Détenir de l’immobilier en France à travers une société civile immobilière française peut s’avérer être un véritable casse-tête pour les résidents belge.
En 2016, la Cour de Cassation a reconnu la personnalité juridique des SCI françaises dites opaques. Ceci signifie que tant que la société ne distribue pas de revenus, les associés belges d’une SCI française ne doivent pas déclarer de revenu immobilier dans leur déclaration à l’impôt des personnes physiques tant qu’ils ne reçoivent pas de distribution de la SCI.
Il en résulte un traitement fiscal différencié :
Si une SCI française investit dans un immeuble en Belgique, elle sera soumise à l’impôt des sociétés en Belgique et les associés résidents français devront déclarer les revenus immobiliers de la SCI dans leur déclaration de revenus annuelle.
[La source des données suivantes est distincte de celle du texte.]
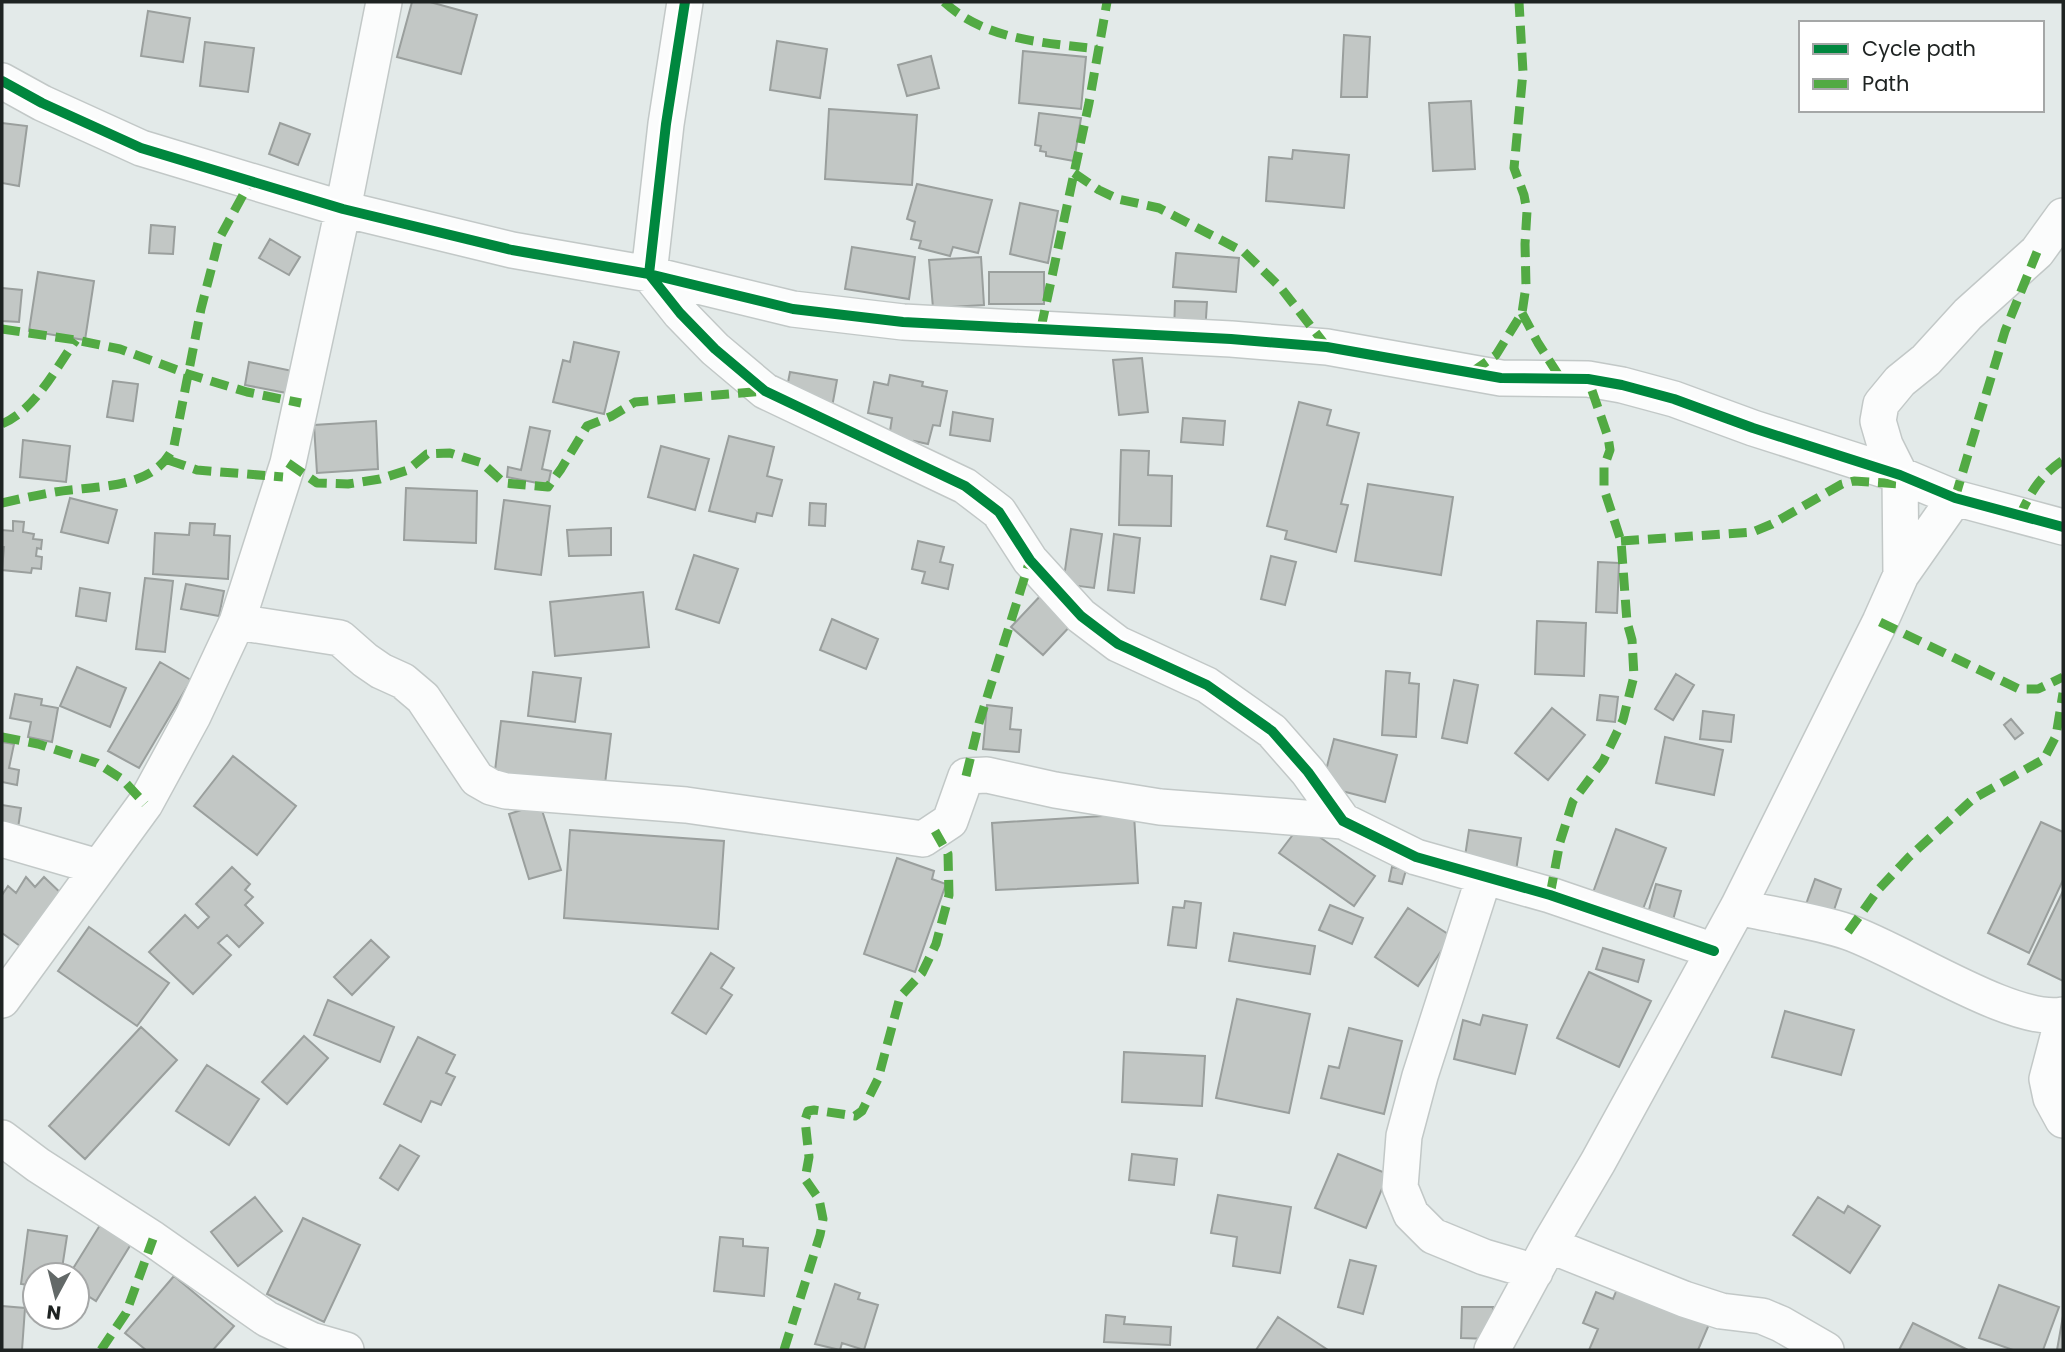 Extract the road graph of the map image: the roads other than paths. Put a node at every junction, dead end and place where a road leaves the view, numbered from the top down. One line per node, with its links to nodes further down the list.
1 (384, 2): 4 (street)
2 (685, 2): 6 (street)
3 (2, 81): 4 (street)
4 (343, 209): 6 (street); 11 (street)
5 (2063, 216): 7 (street)
6 (649, 274): 7 (street); 12 (street)
7 (1900, 475): 8 (street); 10 (street)
8 (1955, 498): 9 (street); 10 (street)
9 (2063, 527)
10 (1901, 575): 16 (street)
11 (236, 622): 12 (street); 14 (street)
12 (1343, 821): 15 (street)
13 (2, 839): 14 (street)
14 (98, 867): 18 (street)
15 (1484, 877): 17 (street); 22 (street)
16 (1738, 907): 17 (street); 19 (street)
17 (1714, 951): 22 (street)
18 (2, 1000)
19 (2063, 1017): 20 (street)
20 (2063, 1120)
21 (2, 1138): 23 (street)
22 (1542, 1258): 25 (street); 26 (street)
23 (309, 1345): 24 (street)
24 (346, 1350)
25 (1492, 1350)
26 (1826, 1350) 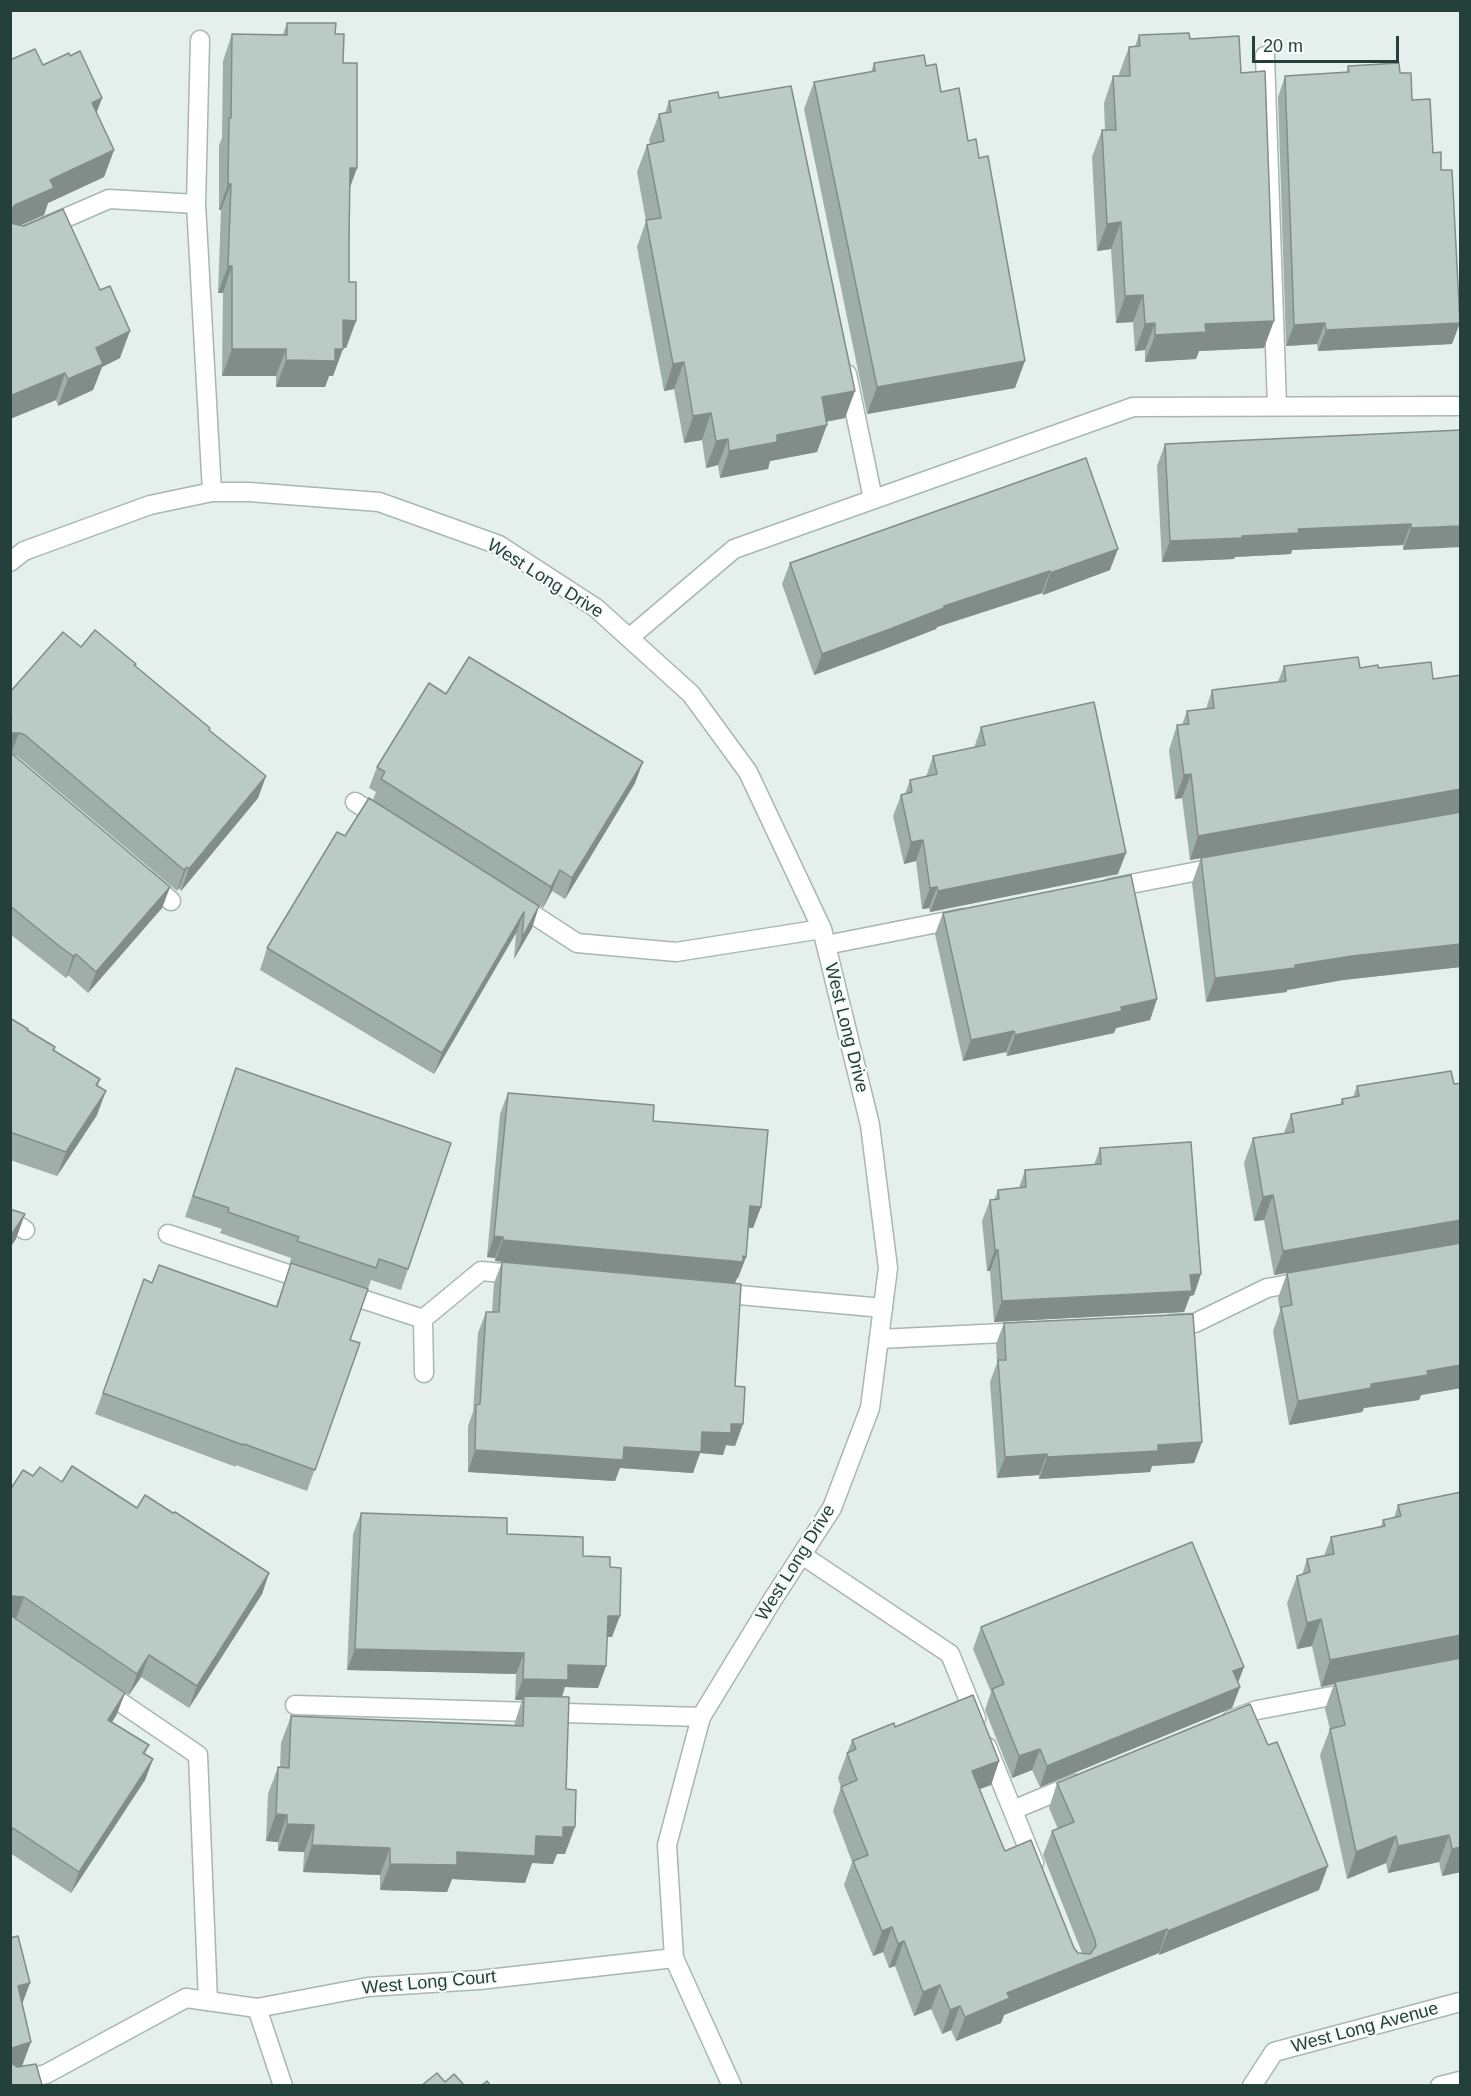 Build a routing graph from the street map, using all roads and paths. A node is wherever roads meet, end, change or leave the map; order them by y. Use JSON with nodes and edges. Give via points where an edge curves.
{"nodes":[{"id":1,"x":200,"y":40,"type":"dead end"},
{"id":2,"x":1265,"y":56,"type":"dead end"},
{"id":3,"x":195,"y":204,"type":"junction"},
{"id":4,"x":10,"y":243,"type":"edge"},
{"id":5,"x":845,"y":361,"type":"edge"},
{"id":6,"x":1461,"y":405,"type":"edge"},
{"id":7,"x":1277,"y":406,"type":"junction"},
{"id":8,"x":212,"y":492,"type":"junction"},
{"id":9,"x":873,"y":499,"type":"junction"},
{"id":10,"x":10,"y":562,"type":"edge"},
{"id":11,"x":629,"y":638,"type":"junction"},
{"id":12,"x":355,"y":802,"type":"dead end"},
{"id":13,"x":395,"y":827,"type":"edge"},
{"id":14,"x":1236,"y":863,"type":"edge"},
{"id":15,"x":136,"y":871,"type":"edge"},
{"id":16,"x":1095,"y":891,"type":"edge"},
{"id":17,"x":506,"y":898,"type":"edge"},
{"id":18,"x":171,"y":901,"type":"edge"},
{"id":19,"x":979,"y":914,"type":"edge"},
{"id":20,"x":824,"y":937,"type":"junction"},
{"id":21,"x":168,"y":1234,"type":"dead end"},
{"id":22,"x":540,"y":1276,"type":"edge"},
{"id":23,"x":1324,"y":1278,"type":"edge"},
{"id":24,"x":694,"y":1291,"type":"edge"},
{"id":25,"x":883,"y":1308,"type":"junction"},
{"id":26,"x":423,"y":1319,"type":"junction"},
{"id":27,"x":1148,"y":1326,"type":"edge"},
{"id":28,"x":1043,"y":1331,"type":"edge"},
{"id":29,"x":879,"y":1339,"type":"junction"},
{"id":30,"x":424,"y":1373,"type":"dead end"},
{"id":31,"x":802,"y":1555,"type":"junction"},
{"id":32,"x":90,"y":1681,"type":"edge"},
{"id":33,"x":1370,"y":1689,"type":"edge"},
{"id":34,"x":295,"y":1705,"type":"dead end"},
{"id":35,"x":701,"y":1717,"type":"junction"},
{"id":36,"x":1212,"y":1728,"type":"edge"},
{"id":37,"x":1090,"y":1778,"type":"edge"},
{"id":38,"x":1012,"y":1809,"type":"junction"},
{"id":39,"x":1042,"y":1884,"type":"edge"},
{"id":40,"x":674,"y":1958,"type":"junction"},
{"id":41,"x":208,"y":2001,"type":"junction"},
{"id":42,"x":1461,"y":2002,"type":"edge"},
{"id":43,"x":257,"y":2008,"type":"junction"},
{"id":44,"x":1461,"y":2081,"type":"edge"},
{"id":45,"x":10,"y":2083,"type":"edge"},
{"id":46,"x":283,"y":2085,"type":"edge"},
{"id":47,"x":732,"y":2085,"type":"edge"},
{"id":48,"x":1252,"y":2085,"type":"edge"},
{"id":49,"x":1440,"y":2085,"type":"edge"}],
"edges":[{"from":1,"to":3,"type":"street"},
{"from":2,"to":7,"type":"street"},
{"from":3,"to":4,"type":"street","via":[[110,199]]},
{"from":3,"to":8,"type":"street"},
{"from":5,"to":9,"type":"street"},
{"from":6,"to":7,"type":"street"},
{"from":7,"to":9,"type":"street","via":[[1132,407]]},
{"from":8,"to":10,"type":"street","name":"West Long Drive","via":[[150,505],[24,551]]},
{"from":8,"to":11,"type":"street","name":"West Long Drive","via":[[380,502],[499,545],[596,608]]},
{"from":9,"to":11,"type":"street","via":[[734,549]]},
{"from":11,"to":20,"type":"street","name":"West Long Drive","via":[[691,694],[748,772]]},
{"from":12,"to":13,"type":"street"},
{"from":14,"to":16,"type":"street"},
{"from":15,"to":18,"type":"street"},
{"from":17,"to":20,"type":"street","via":[[577,943],[676,952]]},
{"from":19,"to":20,"type":"street"},
{"from":20,"to":25,"type":"street","name":"West Long Drive","via":[[870,1125],[888,1268]]},
{"from":21,"to":26,"type":"street"},
{"from":22,"to":26,"type":"street","via":[[482,1271]]},
{"from":23,"to":27,"type":"street","via":[[1267,1288],[1195,1323]]},
{"from":24,"to":25,"type":"street"},
{"from":25,"to":29,"type":"street","name":"West Long Drive"},
{"from":26,"to":30,"type":"street"},
{"from":28,"to":29,"type":"street"},
{"from":29,"to":31,"type":"street","name":"West Long Drive","via":[[870,1408],[832,1508]]},
{"from":31,"to":35,"type":"street","name":"West Long Drive"},
{"from":31,"to":38,"type":"street","via":[[950,1654]]},
{"from":32,"to":41,"type":"street","via":[[198,1755]]},
{"from":33,"to":36,"type":"street","via":[[1257,1710]]},
{"from":34,"to":35,"type":"street"},
{"from":35,"to":40,"type":"street","name":"West Long Drive","via":[[667,1845]]},
{"from":37,"to":38,"type":"street"},
{"from":38,"to":39,"type":"street"},
{"from":40,"to":43,"type":"street","name":"West Long Court","via":[[479,1980],[368,1987]]},
{"from":40,"to":47,"type":"street","name":"West Long Drive"},
{"from":41,"to":43,"type":"street","name":"West Long Court"},
{"from":41,"to":45,"type":"street","name":"West Long Court","via":[[186,1998],[46,2074]]},
{"from":42,"to":48,"type":"street","name":"West Long Avenue","via":[[1274,2052]]},
{"from":43,"to":46,"type":"street"},
{"from":44,"to":49,"type":"street"}]}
Ce régime fiscal ne changera pas lorsque la nouvelle convention préventive de la double imposition signée en 2021 entrera en vigueur.
Toutefois, la loi du 22 décembre 2023 a changé la donne ; elle a intégré dans le régime relatif à la taxe Caïman des dispositions qui risquent d’avoir une influence sur les associés belges d’une SCI.
La taxe « Caïman » est un terme générique qui désigne des dispositions dans le code des impôts sur les revenus qui ont pour but de taxer les revenus perçus par des entités, dénommées « constructions juridiques », par transparence dans le chef des « fondateurs » comme si ces derniers avaient perçu directement ces revenus et, ce même en l’absence de distribution effective de ces revenus.
Une taxe de transparence
Ils doivent alors déclarer les revenus de la construction juridique dans la rubrique correspondant à leur qualification (ex. : dividendes, revenus immobiliers, revenus professionnels).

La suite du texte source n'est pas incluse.